C’est ce soir le dîner que veut bien donner pour moi S. E. le Grand Vizir.

Une table garnie de fleurs et correctement servie à l’européenne ; des ministres en habit noir et cravate blanche, avec des grands cordons et des plaques ; on a vu cela partout. A part les kalyans, qui, au dessert, font le tour des convives, ce repas serait pareil à celui que notre ministre des Affaires étrangères, — qui est le grand vizir de chez nous, — pourrait offrir à un étranger de passage, dans un salon du quai d’Orsay. Entre cette ville et Ispahan, il n’y a pas seulement les cent lieues de solitudes dont nous venons de parcourir les étapes, il y a bien aussi trois siècles, pour le moins, trois siècles d’évolution humaine.

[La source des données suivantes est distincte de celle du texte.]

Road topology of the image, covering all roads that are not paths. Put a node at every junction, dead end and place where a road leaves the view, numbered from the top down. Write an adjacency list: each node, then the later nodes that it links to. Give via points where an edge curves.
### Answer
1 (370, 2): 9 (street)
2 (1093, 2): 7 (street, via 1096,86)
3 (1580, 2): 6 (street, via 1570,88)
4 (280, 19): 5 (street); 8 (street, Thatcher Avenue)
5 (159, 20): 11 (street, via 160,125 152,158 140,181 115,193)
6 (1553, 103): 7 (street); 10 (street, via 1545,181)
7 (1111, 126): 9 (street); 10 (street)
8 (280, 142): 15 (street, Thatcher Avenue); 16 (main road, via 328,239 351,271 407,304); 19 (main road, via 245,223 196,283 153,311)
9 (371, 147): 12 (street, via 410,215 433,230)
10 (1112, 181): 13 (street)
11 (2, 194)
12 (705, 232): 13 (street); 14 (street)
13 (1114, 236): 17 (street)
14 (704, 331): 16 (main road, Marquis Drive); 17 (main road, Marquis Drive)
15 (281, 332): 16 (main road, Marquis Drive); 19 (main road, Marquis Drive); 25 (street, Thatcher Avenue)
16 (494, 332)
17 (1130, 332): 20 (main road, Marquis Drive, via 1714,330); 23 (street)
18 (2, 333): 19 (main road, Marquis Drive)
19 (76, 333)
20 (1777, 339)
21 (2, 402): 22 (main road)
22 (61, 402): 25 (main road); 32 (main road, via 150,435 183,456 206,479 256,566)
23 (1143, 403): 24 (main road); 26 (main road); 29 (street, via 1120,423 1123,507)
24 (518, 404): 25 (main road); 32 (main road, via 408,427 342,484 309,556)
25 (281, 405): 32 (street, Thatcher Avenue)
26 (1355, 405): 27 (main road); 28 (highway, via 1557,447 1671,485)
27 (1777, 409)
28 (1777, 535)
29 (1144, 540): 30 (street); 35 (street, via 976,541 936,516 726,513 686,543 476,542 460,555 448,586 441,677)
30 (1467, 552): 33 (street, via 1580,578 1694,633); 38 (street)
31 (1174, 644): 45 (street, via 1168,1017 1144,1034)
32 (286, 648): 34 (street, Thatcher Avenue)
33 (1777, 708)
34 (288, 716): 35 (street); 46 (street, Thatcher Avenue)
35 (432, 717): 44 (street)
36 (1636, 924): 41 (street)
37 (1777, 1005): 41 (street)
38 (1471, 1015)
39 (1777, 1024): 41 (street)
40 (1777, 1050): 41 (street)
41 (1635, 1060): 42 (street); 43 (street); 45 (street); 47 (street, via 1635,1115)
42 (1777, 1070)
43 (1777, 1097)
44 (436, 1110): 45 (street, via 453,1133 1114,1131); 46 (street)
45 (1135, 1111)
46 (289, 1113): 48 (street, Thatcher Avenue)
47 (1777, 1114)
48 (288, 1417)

Mais le réel intérêt de cette réception est dans la sympathie qui m’est témoignée et qui s’adresse évidemment à mon pays bien plus qu’à moi-même ; tous mes aimables hôtes parlent encore le français, qui, malgré les efforts de peuples rivaux, demeure la langue d’Occident la plus répandue chez eux. Et ils se plaisent à me rappeler que la France fut la première nation d’Europe entrée en relations avec l’Iran, celle qui, bien des années avant les autres, envoya des ambassadeurs aux Majestés persanes.


Mercredi 30 mai. — De Téhéran, par la nouvelle route carrossable, une voiture peut vous conduire en quatre ou cinq jours au bord de la mer Caspienne, à Recht, et de Recht un paquebot russe vous mène à Bakou, la ville du pétrole, qui est presque aux portes de l’Europe. Mais cette voiture, il n’est pas toujours facile de se la procurer ; encore moins les chevaux, en ce moment où le récent départ de S. M. le Chah et de sa suite a dépeuplé toutes les écuries, aux relais de la poste.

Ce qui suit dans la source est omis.